- _INSTRUCTIONS FOR THE TASK_
Give the listing again word for word. Skip the pictures.

- _STORED DATA_
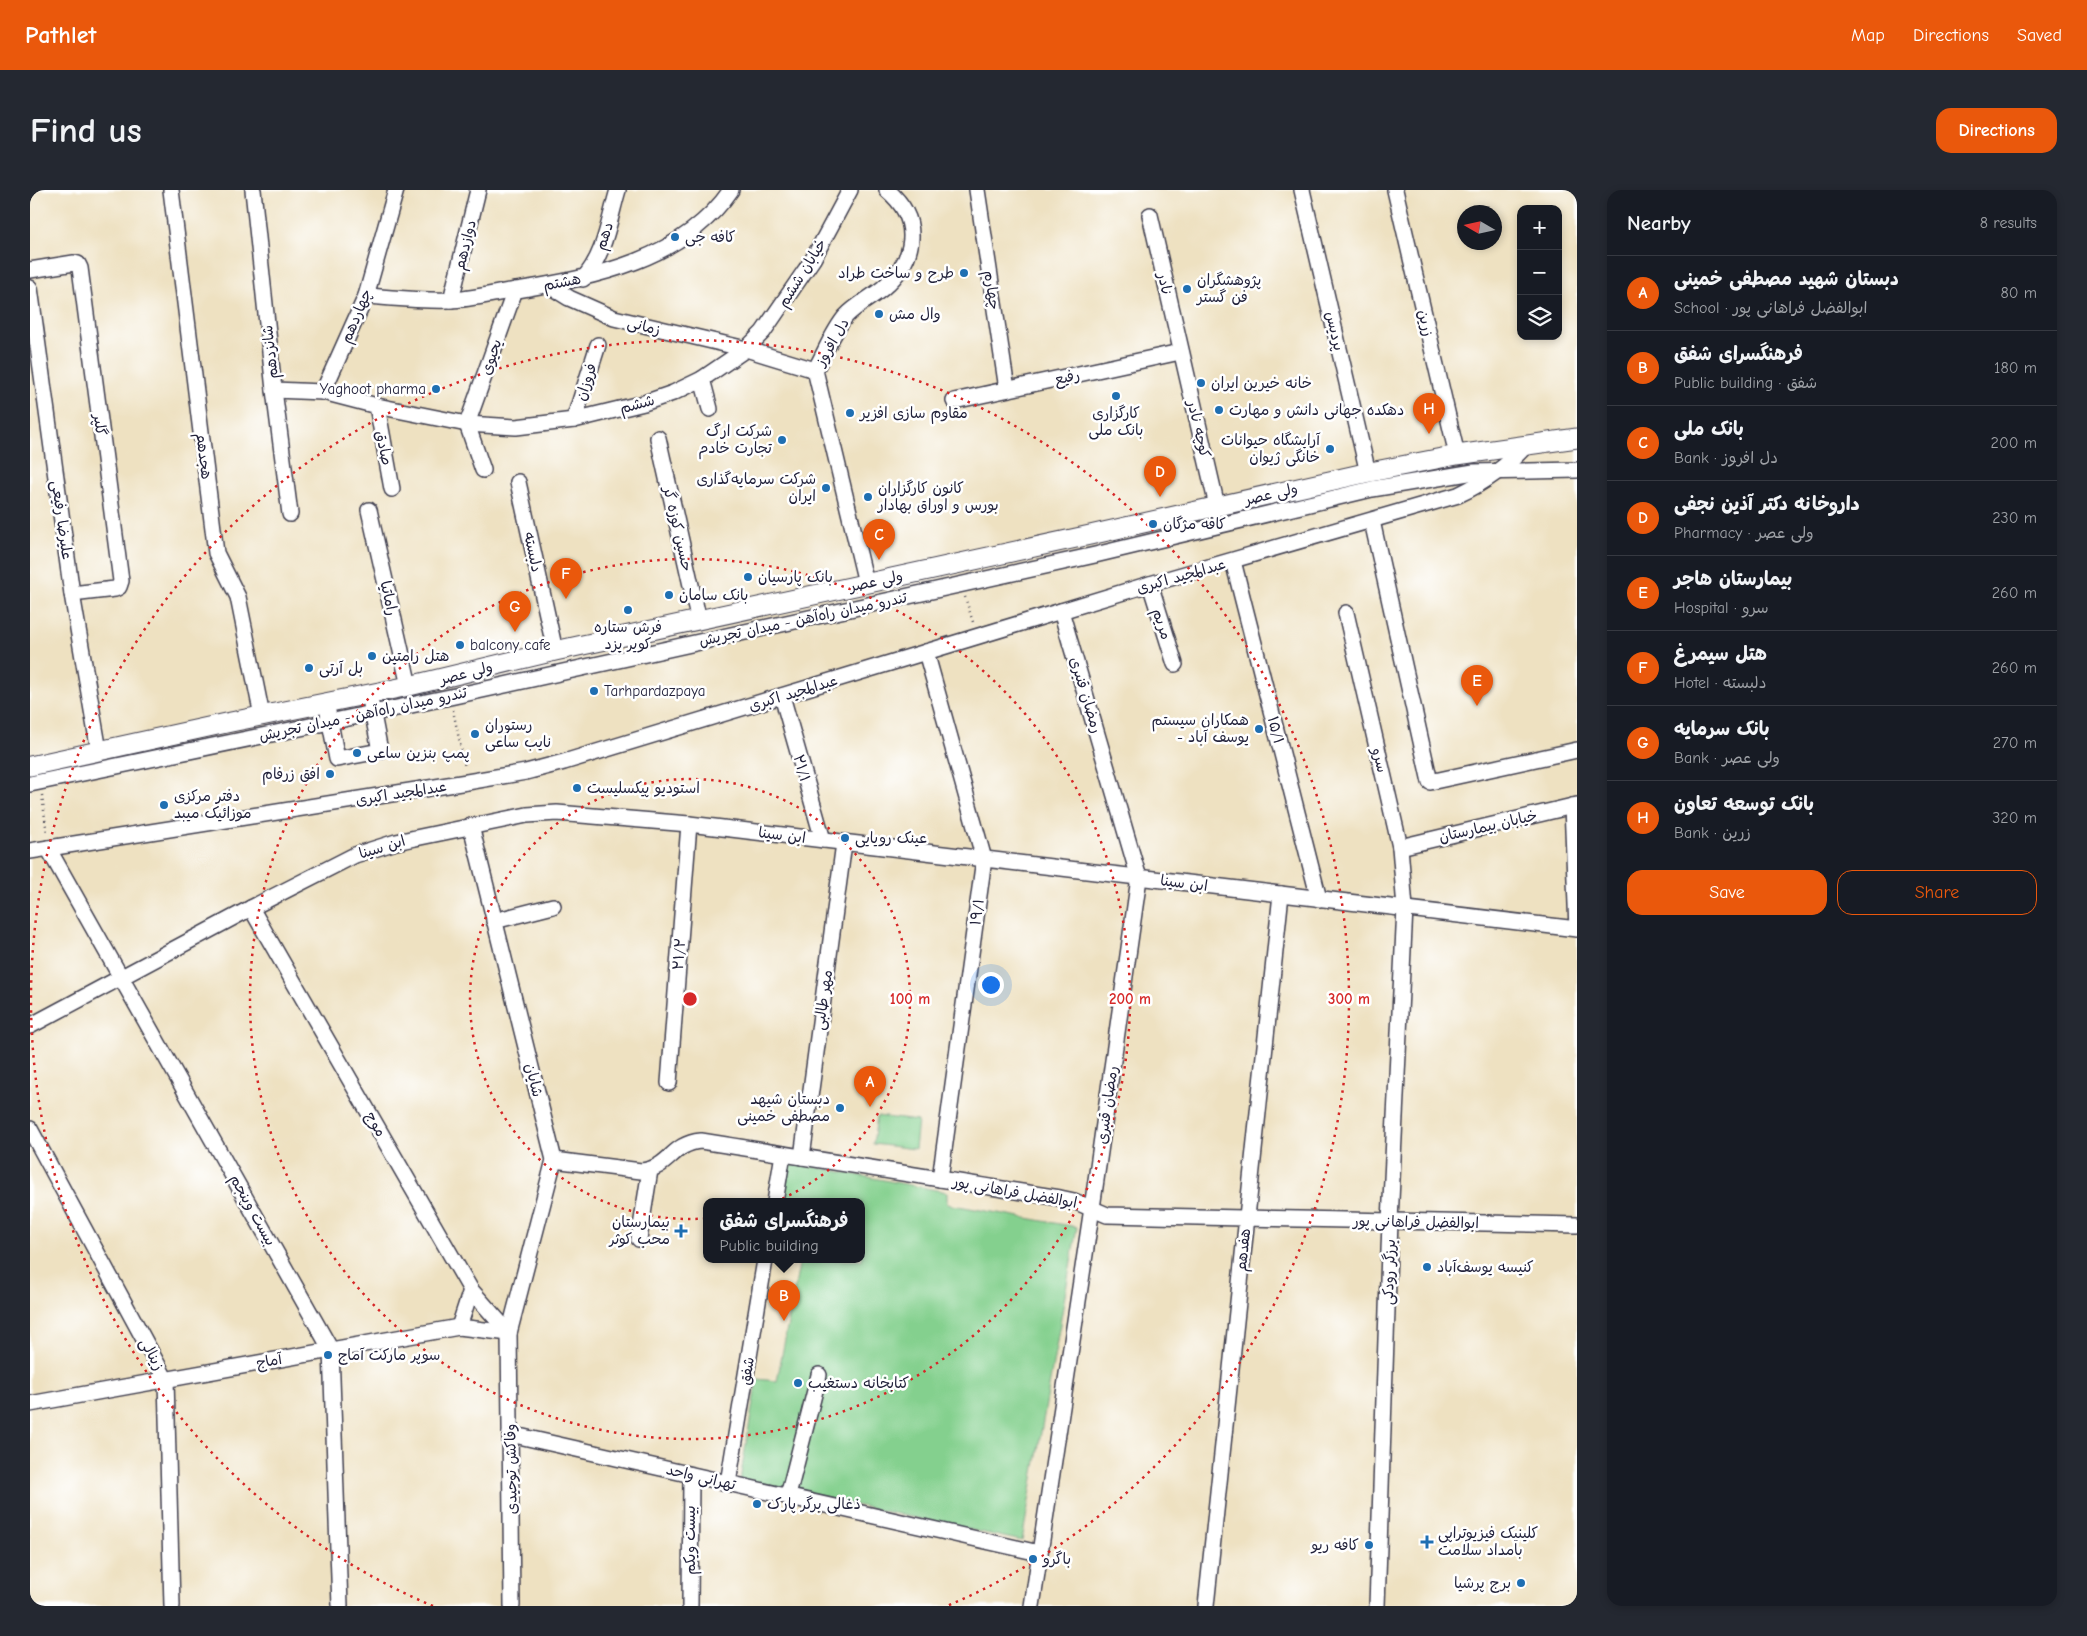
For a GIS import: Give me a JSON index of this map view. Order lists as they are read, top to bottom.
{
  "streets": {
    "main road": ["ولی عصر"],
    "street": [
      "دهم",
      "دوازدهم",
      "خیابان ششم",
      "هشتم",
      "نادر",
      "چهارم",
      "چهاردهم",
      "زرین",
      "زمانی",
      "پردیس",
      "دل افروز",
      "شانزدهم",
      "یحیوی",
      "رفیع",
      "فروزان",
      "ششم",
      "گلپر",
      "کوچه نادر",
      "صادق",
      "هجدهم",
      "علیرضا رفیعی",
      "حسین کوزه گر",
      "دلبسته",
      "عبدالمجید اکبری",
      "راماتیا",
      "تندرو میدان راه‌آهن - میدان تجریش",
      "مریم",
      "رمضان قنبری",
      "۱۵/۱",
      "سرو",
      "۲۱/۱",
      "خیابان بیمارستان",
      "ابن سینا",
      "۱۹/۱",
      "۲۱/۲",
      "مهر طالبی",
      "شایان",
      "موج",
      "ابوالفضل فراهانی پور",
      "بیست وپنجم",
      "هفدهم",
      "برزگر رودکی",
      "زینالی",
      "آماج",
      "شفق",
      "وفاکش توحیدی",
      "تهرانی واحد",
      "بیست‌ ویکم"
    ]
  },
  "crossings": [
    ["دهم", "هشتم"],
    ["دوازدهم", "هشتم"],
    ["خیابان ششم", "زمانی"],
    ["خیابان ششم", "ششم"],
    ["هشتم", "چهاردهم"],
    ["هشتم", "زمانی"],
    ["هشتم", "یحیوی"],
    ["نادر", "رفیع"],
    ["نادر", "کوچه نادر"],
    ["چهارم", "رفیع"],
    ["چهاردهم", "ششم"],
    ["زرین", "ولی عصر"],
    ["زمانی", "دل افروز"],
    ["زمانی", "ششم"],
    ["پردیس", "ولی عصر"],
    ["دل افروز", "ولی عصر"],
    ["یحیوی", "ششم"],
    ["رفیع", "کوچه نادر"],
    ["فروزان", "ششم"],
    ["ششم", "صادق"],
    ["گلپر", "علیرضا رفیعی"],
    ["کوچه نادر", "ولی عصر"],
    ["هجدهم", "ولی عصر"],
    ["ولی عصر", "علیرضا رفیعی"],
    ["ولی عصر", "حسین کوزه گر"],
    ["ولی عصر", "دلبسته"],
    ["ولی عصر", "عبدالمجید اکبری"],
    ["ولی عصر", "راماتیا"],
    ["ولی عصر", "تندرو میدان راه‌آهن - میدان تجریش"],
    ["عبدالمجید اکبری", "تندرو میدان راه‌آهن - میدان تجریش"],
    ["عبدالمجید اکبری", "مریم"],
    ["عبدالمجید اکبری", "رمضان قنبری"],
    ["عبدالمجید اکبری", "۱۵/۱"],
    ["عبدالمجید اکبری", "۲۱/۱"],
    ["عبدالمجید اکبری", "۱۹/۱"],
    ["عبدالمجید اکبری", "بیست وپنجم"],
    ["رمضان قنبری", "ابن سینا"],
    ["رمضان قنبری", "ابوالفضل فراهانی پور"],
    ["رمضان قنبری", "تهرانی واحد"],
    ["۱۵/۱", "ابن سینا"],
    ["سرو", "خیابان بیمارستان"],
    ["سرو", "ابن سینا"],
    ["سرو", "برزگر رودکی"],
    ["۲۱/۱", "ابن سینا"],
    ["ابن سینا", "۱۹/۱"],
    ["ابن سینا", "۲۱/۲"],
    ["ابن سینا", "مهر طالبی"],
    ["ابن سینا", "شایان"],
    ["ابن سینا", "موج"],
    ["ابن سینا", "بیست وپنجم"],
    ["ابن سینا", "هفدهم"],
    ["ابن سینا", "برزگر رودکی"],
    ["۱۹/۱", "ابوالفضل فراهانی پور"],
    ["مهر طالبی", "ابوالفضل فراهانی پور"],
    ["شایان", "موج"],
    ["شایان", "آماج"],
    ["شایان", "وفاکش توحیدی"],
    ["موج", "آماج"],
    ["موج", "وفاکش توحیدی"],
    ["ابوالفضل فراهانی پور", "هفدهم"],
    ["ابوالفضل فراهانی پور", "برزگر رودکی"],
    ["بیست وپنجم", "آماج"],
    ["زینالی", "آماج"],
    ["آماج", "وفاکش توحیدی"],
    ["شفق", "تهرانی واحد"],
    ["وفاکش توحیدی", "تهرانی واحد"],
    ["تهرانی واحد", "بیست‌ ویکم"]
  ],
  "places": {
    "other": [
      "کافه جی",
      "طرح و ساخت طراد",
      "پژوهشگران فن گستر",
      "وال مش",
      "خانه خیرین ایران",
      "Yaghoot pharma",
      "کارگزاری بانک ملی",
      "دهکده جهانی دانش و مهارت",
      "مقاوم سازی افزیر",
      "شرکت ارگ تجارت خادم",
      "آرایشگاه حیوانات خانگی ژیوان",
      "شركت سرمايه‌گذاری ايران",
      "کانون کارگزاران بورس و اوراق بهادار",
      "کافه مژگان",
      "بانک پارسیان",
      "بانک سامان",
      "فرش ستاره کویر یزد",
      "balcony cafe",
      "هتل رامتین",
      "بل آرتی",
      "Tarhpardazpaya",
      "همکاران سیستم - یوسف آباد",
      "رستوران نایب ساعی",
      "پمپ بنزین ساعی",
      "افق زرفام",
      "استودیو پیکسلیست",
      "دفتر مرکزی موزائیک میبد",
      "عینک رویایی",
      "دبستان شیهد مصطفی خمینی",
      "کنیسه یوسف‌آباد",
      "سوپر مارکت آماج",
      "کتابخانه دستغیب",
      "ذغالی برگر پارک",
      "کافه ریو",
      "باگرو",
      "برج پرشیا"
    ],
    "health": ["بیمارستان محب کوثر", "کلینیک فیزیوتراپی بامداد سلامت"]
  },
  "north": "left",
  "page": {
    "header": "Pathlet",
    "nav": ["Map", "Directions", "Saved"],
    "buttons": [
      "Directions",
      ["Save", "Share"]
    ],
    "title": "Find us",
    "heading": ["Nearby", "8 results"],
    "map_buttons": ["+", "−"],
    "list": [
      {
        "mark": "A",
        "name": "دبستان شهید مصطفی خمینی",
        "note": "School · ابوالفضل فراهانی پور",
        "value": "80 m"
      },
      {
        "mark": "B",
        "name": "فرهنگسرای شفق",
        "note": "Public building · شفق",
        "value": "180 m"
      },
      {
        "mark": "C",
        "name": "بانک ملی",
        "note": "Bank · دل افروز",
        "value": "200 m"
      },
      {
        "mark": "D",
        "name": "داروخانه دکتر آذین نجفی",
        "note": "Pharmacy · ولی عصر",
        "value": "230 m"
      },
      {
        "mark": "E",
        "name": "بیمارستان هاجر",
        "note": "Hospital · سرو",
        "value": "260 m"
      },
      {
        "mark": "F",
        "name": "هتل سیمرغ",
        "note": "Hotel · دلبسته",
        "value": "260 m"
      },
      {
        "mark": "G",
        "name": "بانک سرمایه",
        "note": "Bank · ولی عصر",
        "value": "270 m"
      },
      {
        "mark": "H",
        "name": "بانک توسعه تعاون",
        "note": "Bank · زرین",
        "value": "320 m"
      }
    ],
    "pins": [
      "H",
      "D",
      "C",
      "F",
      "G",
      "E",
      "A",
      "B"
    ],
    "popup": ["فرهنگسرای شفق", "Public building"]
  },
  "rings": ["100 m", "200 m", "300 m"]
}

- _EXERCISE OUTPUT_
For a GIS import: Give me a JSON index of this map view. Order lists as they are read, top to bottom.
{
  "streets": {
    "main road": ["ولی عصر"],
    "street": [
      "دهم",
      "دوازدهم",
      "خیابان ششم",
      "هشتم",
      "نادر",
      "چهارم",
      "چهاردهم",
      "زرین",
      "زمانی",
      "پردیس",
      "دل افروز",
      "شانزدهم",
      "یحیوی",
      "رفیع",
      "فروزان",
      "ششم",
      "گلپر",
      "کوچه نادر",
      "صادق",
      "هجدهم",
      "علیرضا رفیعی",
      "حسین کوزه گر",
      "دلبسته",
      "عبدالمجید اکبری",
      "راماتیا",
      "تندرو میدان راه‌آهن - میدان تجریش",
      "مریم",
      "رمضان قنبری",
      "۱۵/۱",
      "سرو",
      "۲۱/۱",
      "خیابان بیمارستان",
      "ابن سینا",
      "۱۹/۱",
      "۲۱/۲",
      "مهر طالبی",
      "شایان",
      "موج",
      "ابوالفضل فراهانی پور",
      "بیست وپنجم",
      "هفدهم",
      "برزگر رودکی",
      "زینالی",
      "آماج",
      "شفق",
      "وفاکش توحیدی",
      "تهرانی واحد",
      "بیست‌ ویکم"
    ]
  },
  "crossings": [
    ["دهم", "هشتم"],
    ["دوازدهم", "هشتم"],
    ["خیابان ششم", "زمانی"],
    ["خیابان ششم", "ششم"],
    ["هشتم", "چهاردهم"],
    ["هشتم", "زمانی"],
    ["هشتم", "یحیوی"],
    ["نادر", "رفیع"],
    ["نادر", "کوچه نادر"],
    ["چهارم", "رفیع"],
    ["چهاردهم", "ششم"],
    ["زرین", "ولی عصر"],
    ["زمانی", "دل افروز"],
    ["زمانی", "ششم"],
    ["پردیس", "ولی عصر"],
    ["دل افروز", "ولی عصر"],
    ["یحیوی", "ششم"],
    ["رفیع", "کوچه نادر"],
    ["فروزان", "ششم"],
    ["ششم", "صادق"],
    ["گلپر", "علیرضا رفیعی"],
    ["کوچه نادر", "ولی عصر"],
    ["هجدهم", "ولی عصر"],
    ["ولی عصر", "علیرضا رفیعی"],
    ["ولی عصر", "حسین کوزه گر"],
    ["ولی عصر", "دلبسته"],
    ["ولی عصر", "عبدالمجید اکبری"],
    ["ولی عصر", "راماتیا"],
    ["ولی عصر", "تندرو میدان راه‌آهن - میدان تجریش"],
    ["عبدالمجید اکبری", "تندرو میدان راه‌آهن - میدان تجریش"],
    ["عبدالمجید اکبری", "مریم"],
    ["عبدالمجید اکبری", "رمضان قنبری"],
    ["عبدالمجید اکبری", "۱۵/۱"],
    ["عبدالمجید اکبری", "۲۱/۱"],
    ["عبدالمجید اکبری", "۱۹/۱"],
    ["عبدالمجید اکبری", "بیست وپنجم"],
    ["رمضان قنبری", "ابن سینا"],
    ["رمضان قنبری", "ابوالفضل فراهانی پور"],
    ["رمضان قنبری", "تهرانی واحد"],
    ["۱۵/۱", "ابن سینا"],
    ["سرو", "خیابان بیمارستان"],
    ["سرو", "ابن سینا"],
    ["سرو", "برزگر رودکی"],
    ["۲۱/۱", "ابن سینا"],
    ["ابن سینا", "۱۹/۱"],
    ["ابن سینا", "۲۱/۲"],
    ["ابن سینا", "مهر طالبی"],
    ["ابن سینا", "شایان"],
    ["ابن سینا", "موج"],
    ["ابن سینا", "بیست وپنجم"],
    ["ابن سینا", "هفدهم"],
    ["ابن سینا", "برزگر رودکی"],
    ["۱۹/۱", "ابوالفضل فراهانی پور"],
    ["مهر طالبی", "ابوالفضل فراهانی پور"],
    ["شایان", "موج"],
    ["شایان", "آماج"],
    ["شایان", "وفاکش توحیدی"],
    ["موج", "آماج"],
    ["موج", "وفاکش توحیدی"],
    ["ابوالفضل فراهانی پور", "هفدهم"],
    ["ابوالفضل فراهانی پور", "برزگر رودکی"],
    ["بیست وپنجم", "آماج"],
    ["زینالی", "آماج"],
    ["آماج", "وفاکش توحیدی"],
    ["شفق", "تهرانی واحد"],
    ["وفاکش توحیدی", "تهرانی واحد"],
    ["تهرانی واحد", "بیست‌ ویکم"]
  ],
  "places": {
    "other": [
      "کافه جی",
      "طرح و ساخت طراد",
      "پژوهشگران فن گستر",
      "وال مش",
      "خانه خیرین ایران",
      "Yaghoot pharma",
      "کارگزاری بانک ملی",
      "دهکده جهانی دانش و مهارت",
      "مقاوم سازی افزیر",
      "شرکت ارگ تجارت خادم",
      "آرایشگاه حیوانات خانگی ژیوان",
      "شركت سرمايه‌گذاری ايران",
      "کانون کارگزاران بورس و اوراق بهادار",
      "کافه مژگان",
      "بانک پارسیان",
      "بانک سامان",
      "فرش ستاره کویر یزد",
      "balcony cafe",
      "هتل رامتین",
      "بل آرتی",
      "Tarhpardazpaya",
      "همکاران سیستم - یوسف آباد",
      "رستوران نایب ساعی",
      "پمپ بنزین ساعی",
      "افق زرفام",
      "استودیو پیکسلیست",
      "دفتر مرکزی موزائیک میبد",
      "عینک رویایی",
      "دبستان شیهد مصطفی خمینی",
      "کنیسه یوسف‌آباد",
      "سوپر مارکت آماج",
      "کتابخانه دستغیب",
      "ذغالی برگر پارک",
      "کافه ریو",
      "باگرو",
      "برج پرشیا"
    ],
    "health": ["بیمارستان محب کوثر", "کلینیک فیزیوتراپی بامداد سلامت"]
  },
  "north": "left",
  "page": {
    "header": "Pathlet",
    "nav": ["Map", "Directions", "Saved"],
    "buttons": [
      "Directions",
      ["Save", "Share"]
    ],
    "title": "Find us",
    "heading": ["Nearby", "8 results"],
    "map_buttons": ["+", "−"],
    "list": [
      {
        "mark": "A",
        "name": "دبستان شهید مصطفی خمینی",
        "note": "School · ابوالفضل فراهانی پور",
        "value": "80 m"
      },
      {
        "mark": "B",
        "name": "فرهنگسرای شفق",
        "note": "Public building · شفق",
        "value": "180 m"
      },
      {
        "mark": "C",
        "name": "بانک ملی",
        "note": "Bank · دل افروز",
        "value": "200 m"
      },
      {
        "mark": "D",
        "name": "داروخانه دکتر آذین نجفی",
        "note": "Pharmacy · ولی عصر",
        "value": "230 m"
      },
      {
        "mark": "E",
        "name": "بیمارستان هاجر",
        "note": "Hospital · سرو",
        "value": "260 m"
      },
      {
        "mark": "F",
        "name": "هتل سیمرغ",
        "note": "Hotel · دلبسته",
        "value": "260 m"
      },
      {
        "mark": "G",
        "name": "بانک سرمایه",
        "note": "Bank · ولی عصر",
        "value": "270 m"
      },
      {
        "mark": "H",
        "name": "بانک توسعه تعاون",
        "note": "Bank · زرین",
        "value": "320 m"
      }
    ],
    "pins": [
      "H",
      "D",
      "C",
      "F",
      "G",
      "E",
      "A",
      "B"
    ],
    "popup": ["فرهنگسرای شفق", "Public building"]
  },
  "rings": ["100 m", "200 m", "300 m"]
}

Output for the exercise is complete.